WHAT TO WORK ON -
Write out every line below that contains "Impasse".

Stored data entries
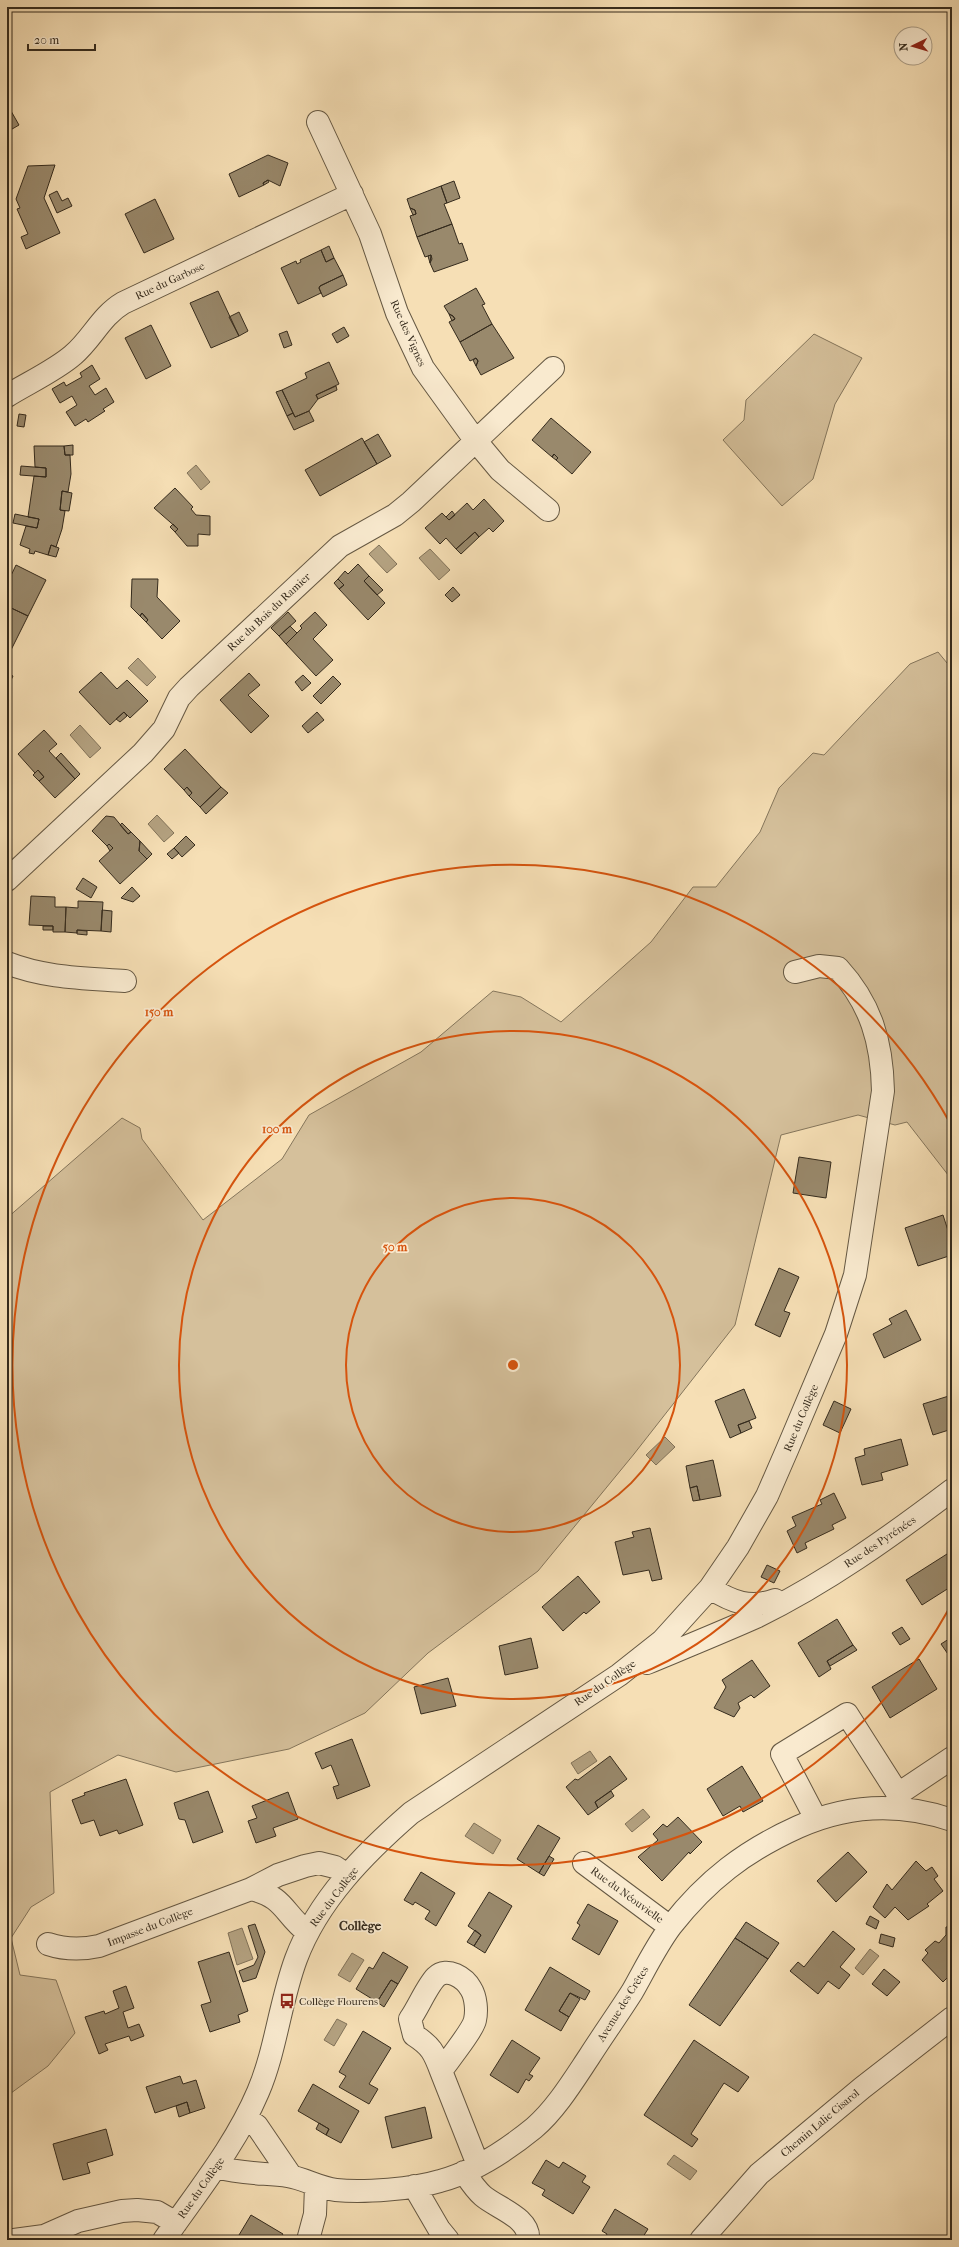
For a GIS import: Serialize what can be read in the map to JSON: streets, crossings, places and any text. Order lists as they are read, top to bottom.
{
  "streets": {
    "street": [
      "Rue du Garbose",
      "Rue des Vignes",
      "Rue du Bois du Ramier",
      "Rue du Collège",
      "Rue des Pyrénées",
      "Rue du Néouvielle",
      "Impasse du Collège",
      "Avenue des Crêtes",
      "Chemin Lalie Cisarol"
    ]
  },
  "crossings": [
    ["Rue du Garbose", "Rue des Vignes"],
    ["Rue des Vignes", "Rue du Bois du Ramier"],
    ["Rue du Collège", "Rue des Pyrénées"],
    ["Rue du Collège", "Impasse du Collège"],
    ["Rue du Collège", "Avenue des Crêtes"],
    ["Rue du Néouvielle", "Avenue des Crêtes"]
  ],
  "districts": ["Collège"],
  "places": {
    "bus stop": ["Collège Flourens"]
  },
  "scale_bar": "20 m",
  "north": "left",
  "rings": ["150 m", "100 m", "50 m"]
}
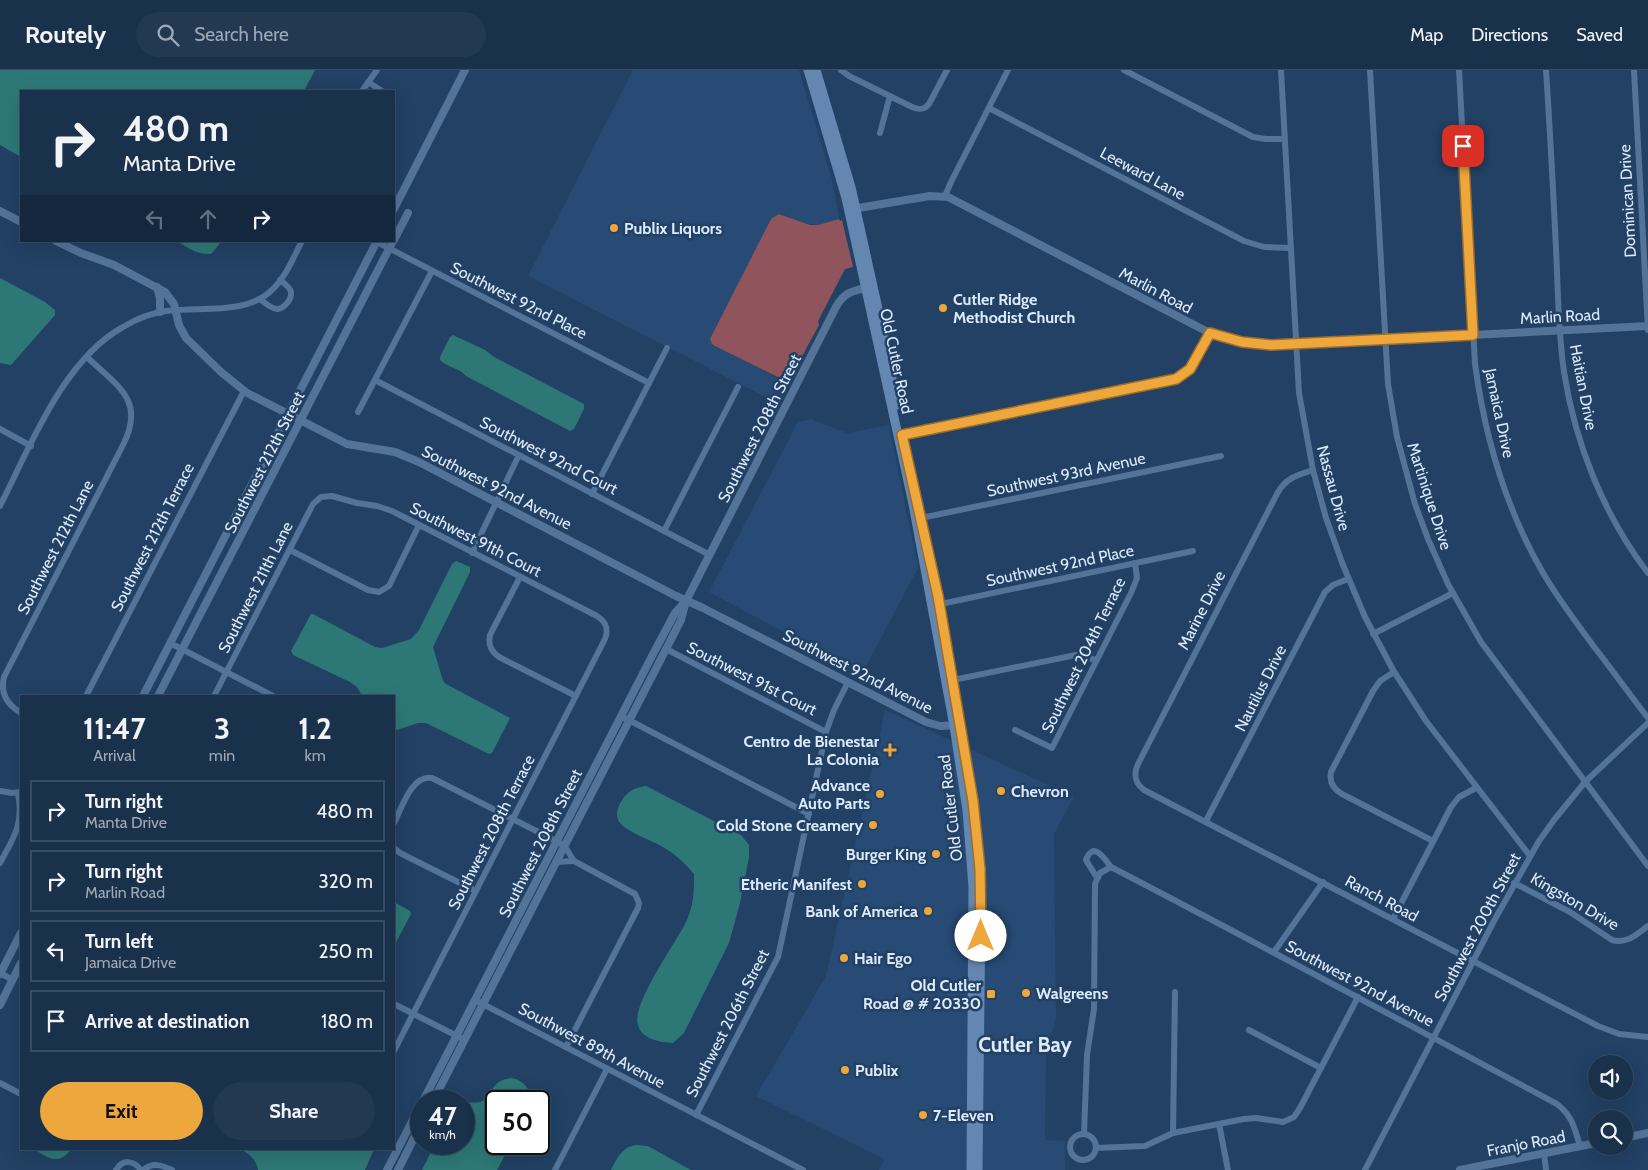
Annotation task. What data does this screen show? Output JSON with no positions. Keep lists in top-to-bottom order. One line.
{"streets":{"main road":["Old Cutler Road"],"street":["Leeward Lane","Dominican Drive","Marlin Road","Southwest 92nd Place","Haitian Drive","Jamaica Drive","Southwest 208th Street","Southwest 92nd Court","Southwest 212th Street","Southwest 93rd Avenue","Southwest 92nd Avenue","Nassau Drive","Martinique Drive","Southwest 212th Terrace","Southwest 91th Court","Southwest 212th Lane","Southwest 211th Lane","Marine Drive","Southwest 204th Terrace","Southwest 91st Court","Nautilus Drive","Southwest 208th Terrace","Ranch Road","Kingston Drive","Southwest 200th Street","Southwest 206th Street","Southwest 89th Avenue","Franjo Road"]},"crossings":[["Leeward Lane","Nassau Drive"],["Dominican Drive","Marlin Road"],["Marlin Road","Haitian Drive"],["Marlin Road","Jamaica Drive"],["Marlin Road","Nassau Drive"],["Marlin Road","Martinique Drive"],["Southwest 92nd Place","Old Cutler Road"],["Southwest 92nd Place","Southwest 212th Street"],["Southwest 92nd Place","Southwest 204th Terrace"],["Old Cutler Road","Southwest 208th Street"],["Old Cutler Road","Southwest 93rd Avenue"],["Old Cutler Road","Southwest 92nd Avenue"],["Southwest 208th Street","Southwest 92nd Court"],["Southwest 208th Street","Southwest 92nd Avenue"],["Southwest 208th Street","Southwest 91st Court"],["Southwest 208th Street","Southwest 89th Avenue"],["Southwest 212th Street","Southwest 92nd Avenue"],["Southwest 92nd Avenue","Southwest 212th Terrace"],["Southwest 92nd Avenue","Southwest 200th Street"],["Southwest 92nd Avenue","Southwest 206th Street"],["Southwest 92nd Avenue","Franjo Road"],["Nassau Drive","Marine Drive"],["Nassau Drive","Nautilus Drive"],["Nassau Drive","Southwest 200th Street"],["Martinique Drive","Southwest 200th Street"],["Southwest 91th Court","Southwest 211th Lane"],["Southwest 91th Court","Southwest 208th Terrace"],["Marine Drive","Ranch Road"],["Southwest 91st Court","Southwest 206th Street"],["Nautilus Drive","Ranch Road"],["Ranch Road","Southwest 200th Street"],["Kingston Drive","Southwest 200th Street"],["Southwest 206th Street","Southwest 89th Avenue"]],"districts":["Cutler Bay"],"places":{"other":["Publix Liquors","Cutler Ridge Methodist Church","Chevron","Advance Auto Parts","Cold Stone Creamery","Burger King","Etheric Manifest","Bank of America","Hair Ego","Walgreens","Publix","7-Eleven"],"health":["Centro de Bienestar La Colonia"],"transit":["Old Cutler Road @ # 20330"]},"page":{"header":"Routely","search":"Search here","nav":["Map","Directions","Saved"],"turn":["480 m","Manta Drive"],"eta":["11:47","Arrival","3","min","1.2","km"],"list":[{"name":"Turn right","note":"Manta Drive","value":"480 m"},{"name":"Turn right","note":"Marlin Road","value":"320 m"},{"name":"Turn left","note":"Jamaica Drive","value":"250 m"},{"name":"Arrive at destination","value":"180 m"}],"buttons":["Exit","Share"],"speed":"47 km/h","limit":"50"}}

ANSWER TO THE EXERCISE -
      "Impasse du Collège",
    ["Rue du Collège", "Impasse du Collège"],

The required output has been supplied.